Stefania Grodzieńska (2 September 1914 – 28 April 2010) was a Polish writer, stage and theatrical actress during the Interbellum; dancer, radio announcer, and satirist known as the First Lady of Polish Humor.

Biography
Grodzieńska was born in Łódź to a family of a university professor during the final years of the Russian imperial possession. She spent some of her childhood in Moscow, and attended a ballet school in Berlin. She married for the first time at the age of 18 and moved to Warsaw in 1933. She worked in Cyganeria Theatre, and danced in Teatr Kameralny (Intimate Theatre). Soon, dir. Fryderyk Jarosy brought her into the staff of Cyrulik Warszawski, a Polish satirical theatre. Grodzieńska met there her second husband, writer Jerzy Jurandot whom she married in 1938. During the Nazi German occupation of Poland they lived in the Warsaw Ghetto, but escaped before the murderous Grossaktion Warsaw of 1942.

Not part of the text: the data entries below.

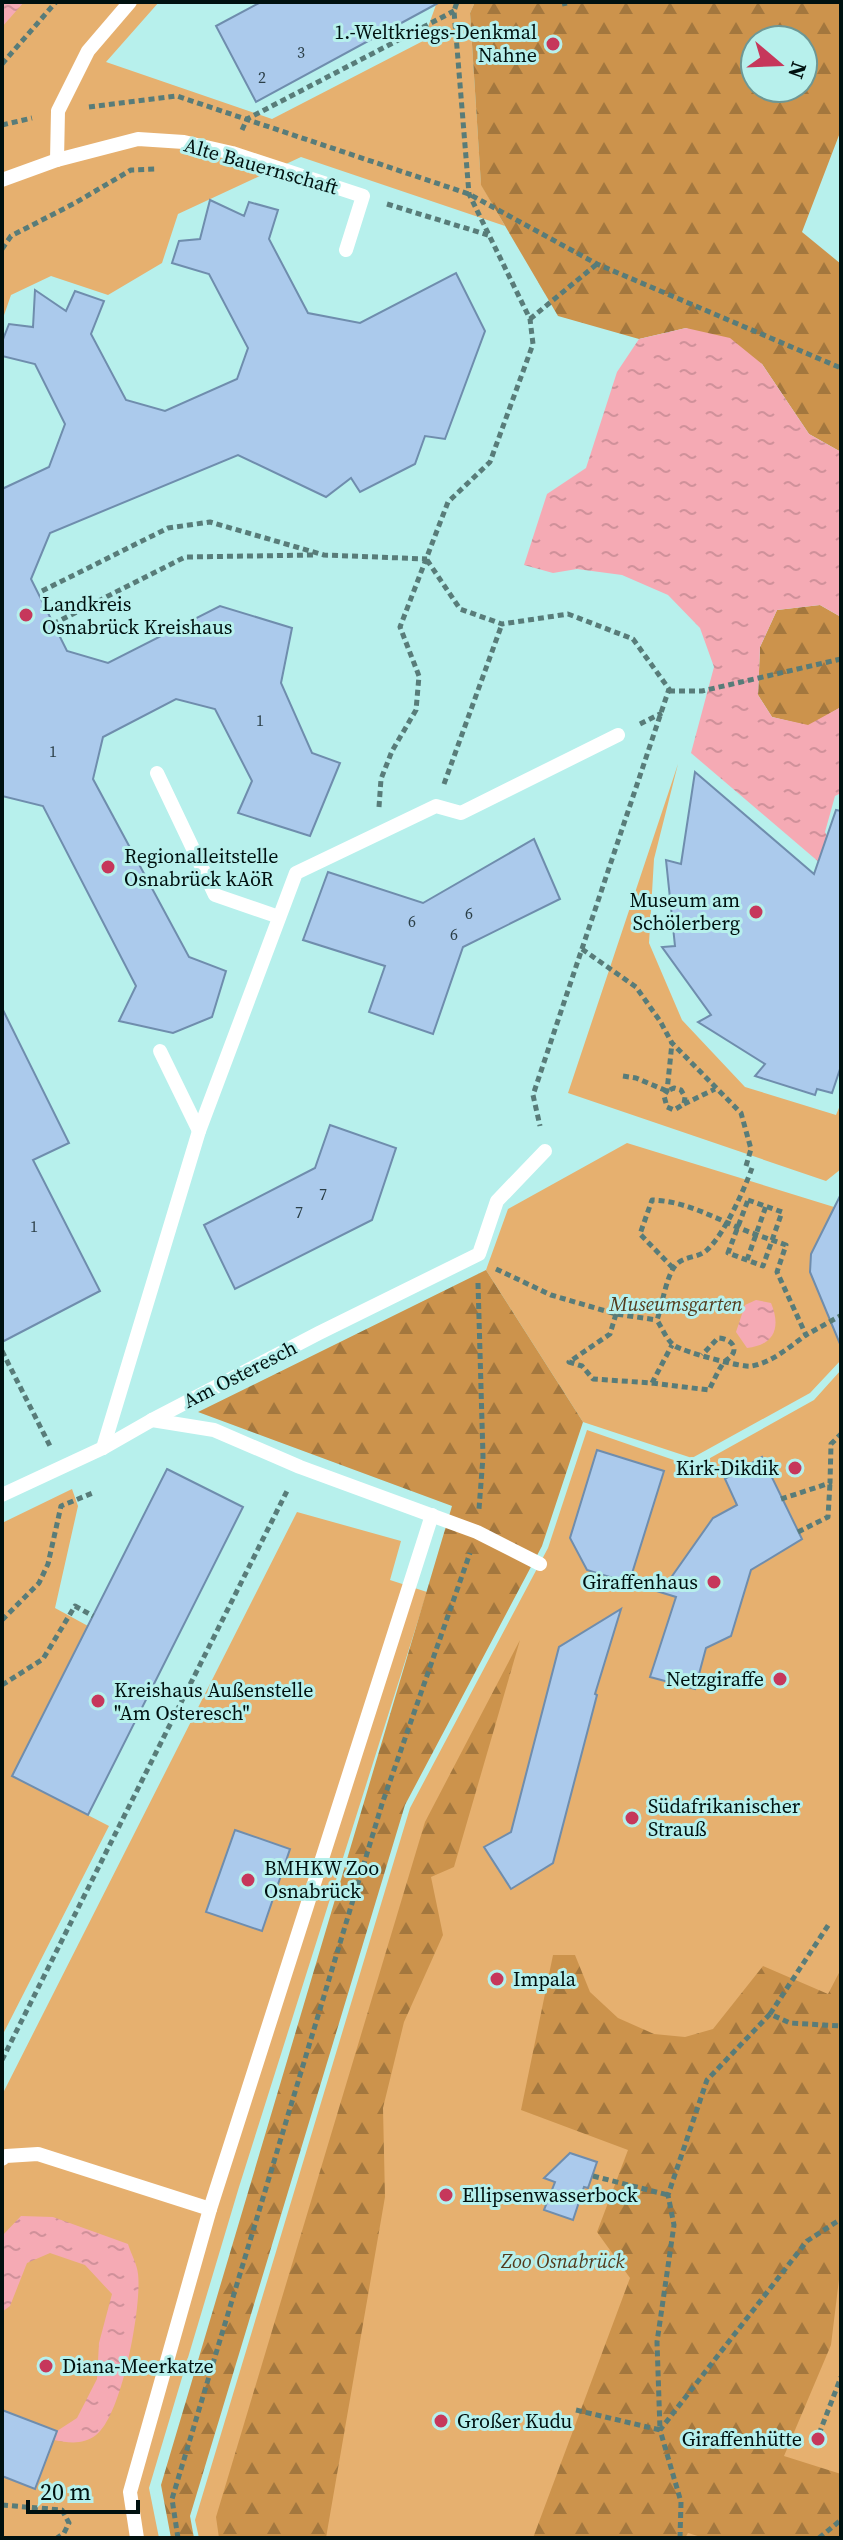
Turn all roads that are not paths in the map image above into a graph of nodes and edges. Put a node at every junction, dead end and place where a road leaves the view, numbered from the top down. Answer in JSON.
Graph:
{"nodes":[{"id":1,"x":130,"y":2,"type":"edge"},
{"id":2,"x":57,"y":160,"type":"junction"},
{"id":3,"x":2,"y":180,"type":"edge"},
{"id":4,"x":346,"y":250,"type":"dead end"},
{"id":5,"x":618,"y":735,"type":"dead end"},
{"id":6,"x":157,"y":773,"type":"dead end"},
{"id":7,"x":279,"y":917,"type":"junction"},
{"id":8,"x":160,"y":1051,"type":"dead end"},
{"id":9,"x":199,"y":1131,"type":"junction"},
{"id":10,"x":545,"y":1151,"type":"road end"},
{"id":11,"x":152,"y":1420,"type":"junction"},
{"id":12,"x":103,"y":1448,"type":"junction"},
{"id":13,"x":2,"y":1495,"type":"edge"},
{"id":14,"x":432,"y":1515,"type":"junction"},
{"id":15,"x":540,"y":1564,"type":"dead end"},
{"id":16,"x":2,"y":2159,"type":"edge"},
{"id":17,"x":210,"y":2209,"type":"junction"},
{"id":18,"x":137,"y":2538,"type":"edge"}],
"edges":[{"from":1,"to":2,"type":"lane"},
{"from":2,"to":3,"type":"lane","name":"Alte Bauernschaft"},
{"from":2,"to":4,"type":"lane","name":"Alte Bauernschaft"},
{"from":5,"to":7,"type":"lane"},
{"from":6,"to":7,"type":"lane"},
{"from":7,"to":9,"type":"lane"},
{"from":8,"to":9,"type":"lane"},
{"from":9,"to":12,"type":"lane"},
{"from":10,"to":11,"type":"lane","name":"Am Osteresch"},
{"from":11,"to":12,"type":"lane","name":"Am Osteresch"},
{"from":11,"to":14,"type":"lane"},
{"from":12,"to":13,"type":"lane","name":"Am Osteresch"},
{"from":14,"to":15,"type":"lane"},
{"from":14,"to":17,"type":"lane"},
{"from":16,"to":17,"type":"lane"},
{"from":17,"to":18,"type":"lane"}]}
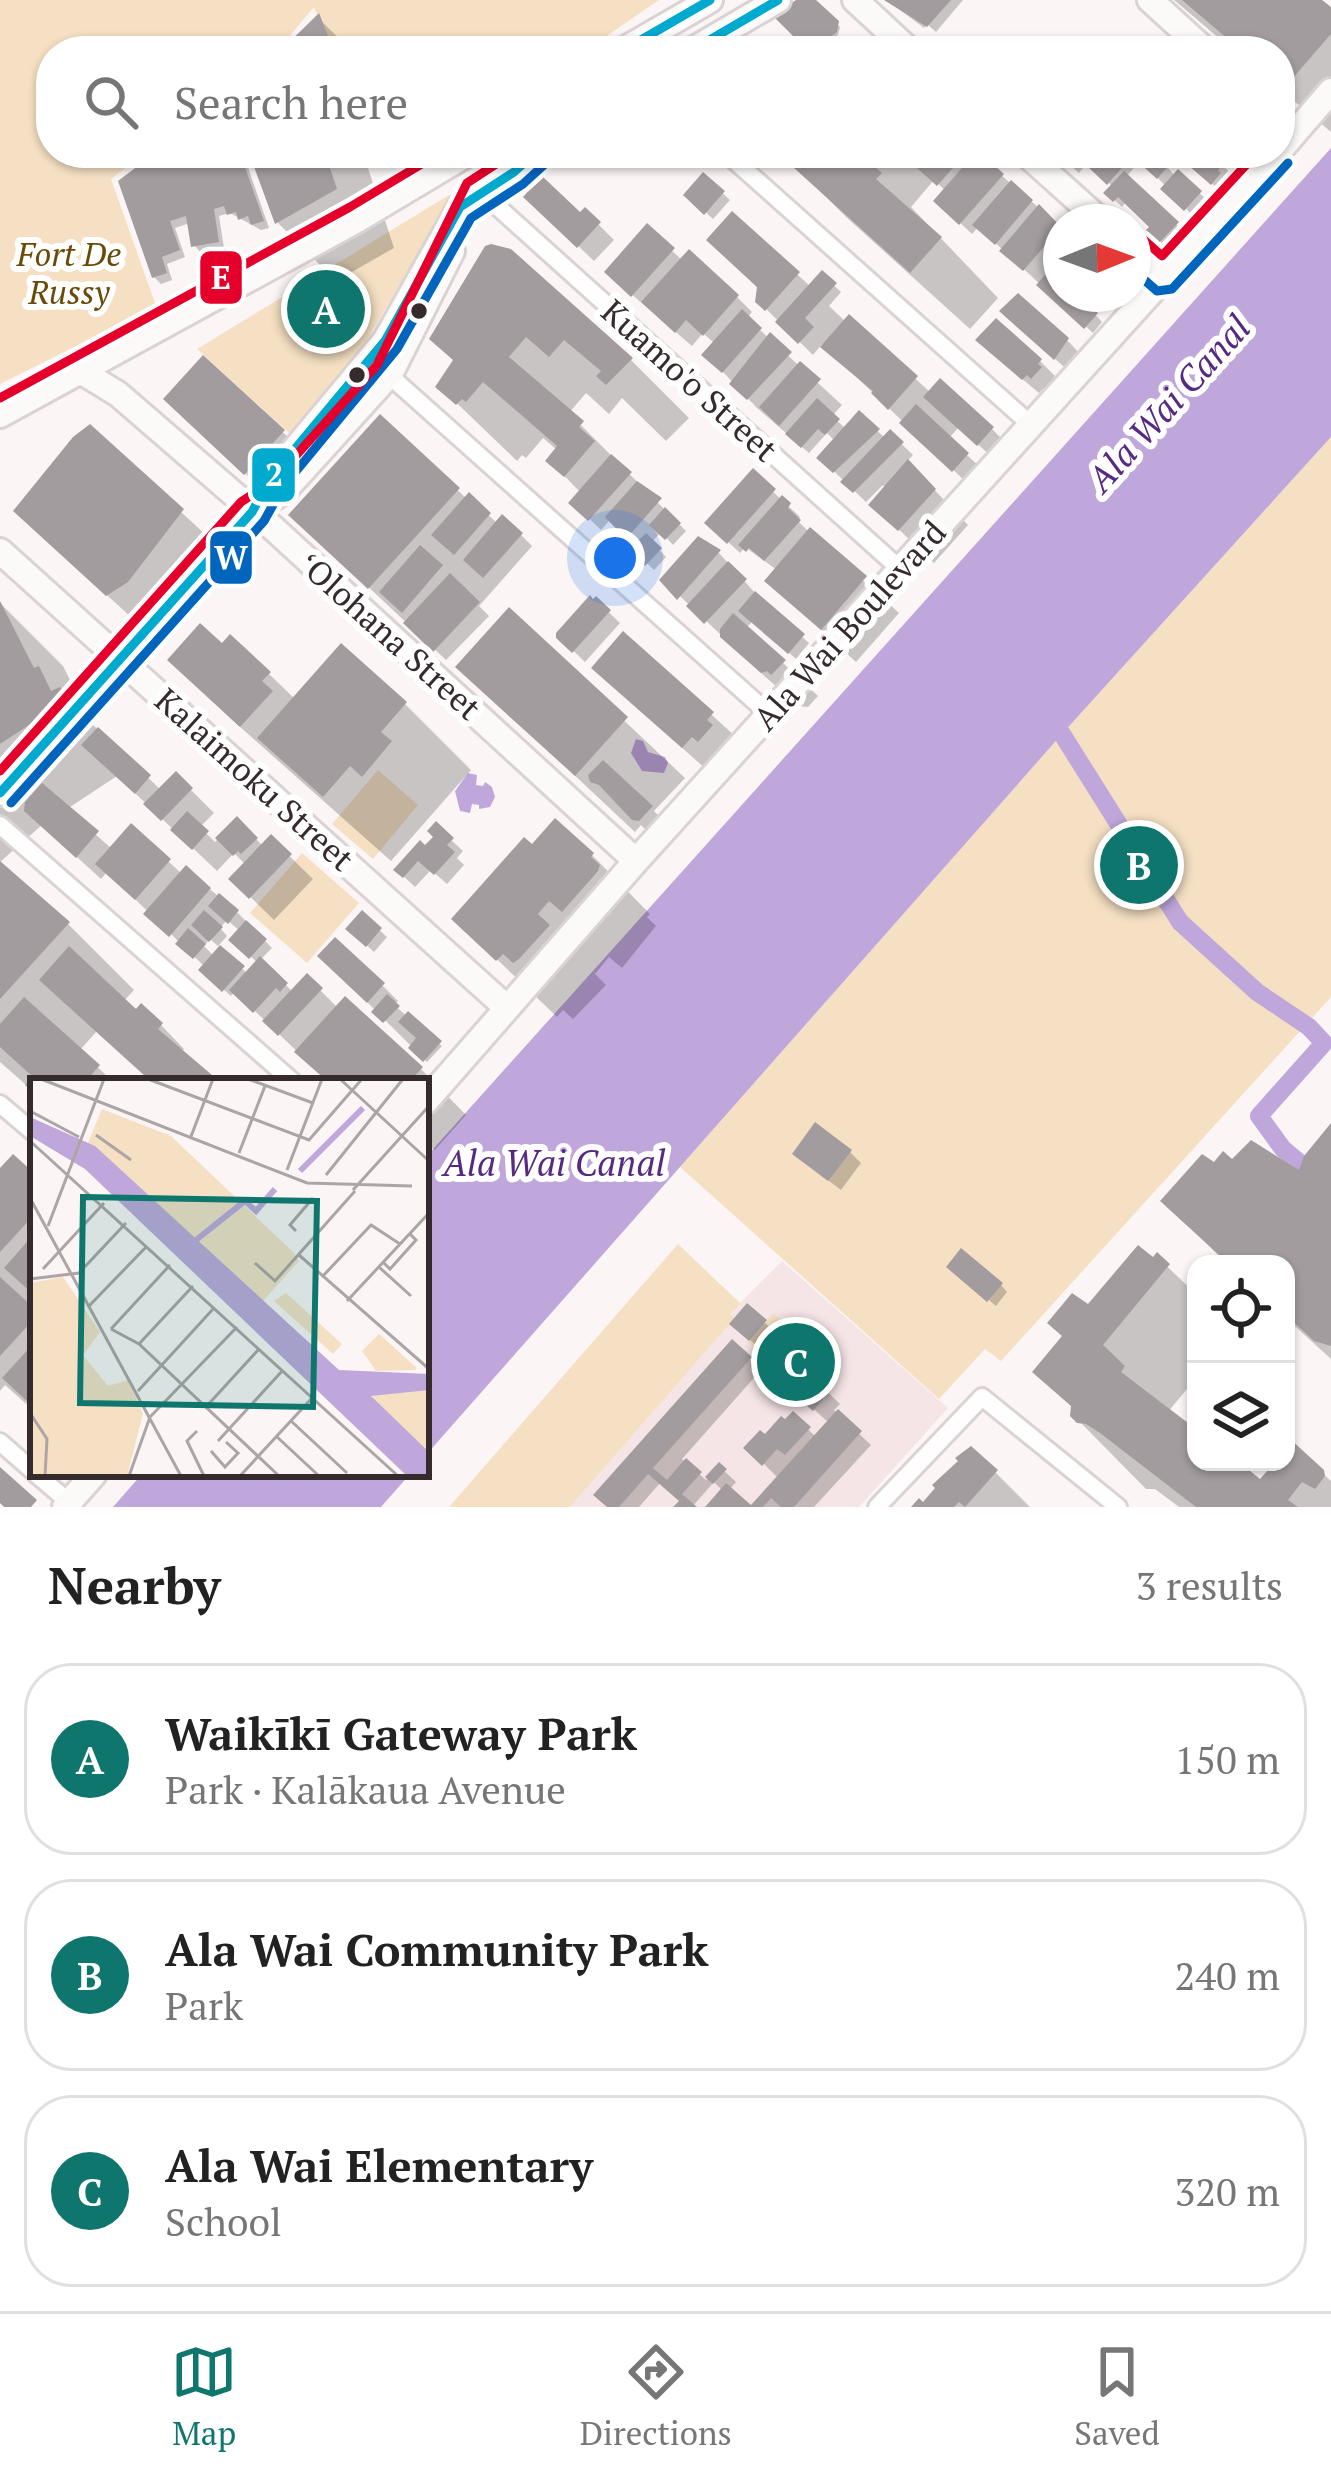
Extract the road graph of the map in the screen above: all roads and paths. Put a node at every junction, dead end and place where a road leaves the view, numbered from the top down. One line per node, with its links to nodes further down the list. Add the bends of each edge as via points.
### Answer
1 (710, 0): 5 (main road)
2 (778, 0): 6 (main road)
3 (855, 0): 7 (main road)
4 (1150, 0): 8 (main road)
5 (648, 36)
6 (717, 36)
7 (894, 36)
8 (1190, 36)
9 (1331, 95): 10 (main road, Ala Wai Boulevard)
10 (1295, 127)
11 (445, 168): 22 (main road)
12 (498, 168): 17 (main road)
13 (518, 168): 17 (main road)
14 (743, 168): 24 (street)
15 (1042, 168): 18 (main road)
16 (1257, 168): 20 (main road, Ala Wai Boulevard)
17 (480, 191): 21 (main road, via 460,207); 27 (street, Kuamo'o Street)
18 (1082, 204)
19 (1151, 266): 20 (main road)
20 (1163, 277): 24 (main road, Ala Wai Boulevard)
21 (380, 368): 25 (main road, via 284,491); 29 (street)
22 (82, 372): 23 (main road); 25 (main road, ʻOlohana Street)
23 (0, 415)
24 (1029, 423): 27 (main road, Ala Wai Boulevard)
25 (252, 512): 28 (main road); 32 (main road, ʻOlohana Street)
26 (0, 551): 28 (main road, Kalaimoku Street)
27 (900, 569): 29 (main road, Ala Wai Boulevard)
28 (120, 658): 30 (main road); 33 (main road, Kalaimoku Street)
29 (769, 714): 32 (main road, Ala Wai Boulevard)
30 (0, 793)
31 (0, 825): 34 (street)
32 (636, 861): 33 (main road, Ala Wai Boulevard)
33 (507, 1008): 35 (main road, Ala Wai Boulevard)
34 (289, 1078)
35 (429, 1098)
36 (0, 1103): 37 (street)
37 (30, 1129)
38 (0, 1442): 39 (street)
39 (30, 1469)
40 (39, 1477): 42 (street)
41 (91, 1477): 42 (main road)
42 (67, 1505)
43 (877, 1507): 44 (street, via 982,1397)
44 (1118, 1507)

After World War II she started writing feuilletons for the Polish satirical magazine Szpilki, she also wrote many monologues and sketches. Her essays were performed by Hanka Bielicka, Adolf Dymsza, Loda Halama, Alina Janowska, Kalina Jędrusik, Bogumił Kobiela, Irena Kwiatkowska and others. For several years Stefania Grodzieńska was working in Polskie Radio, and then for a couple of years in the entertainment section of Telewizja Polska.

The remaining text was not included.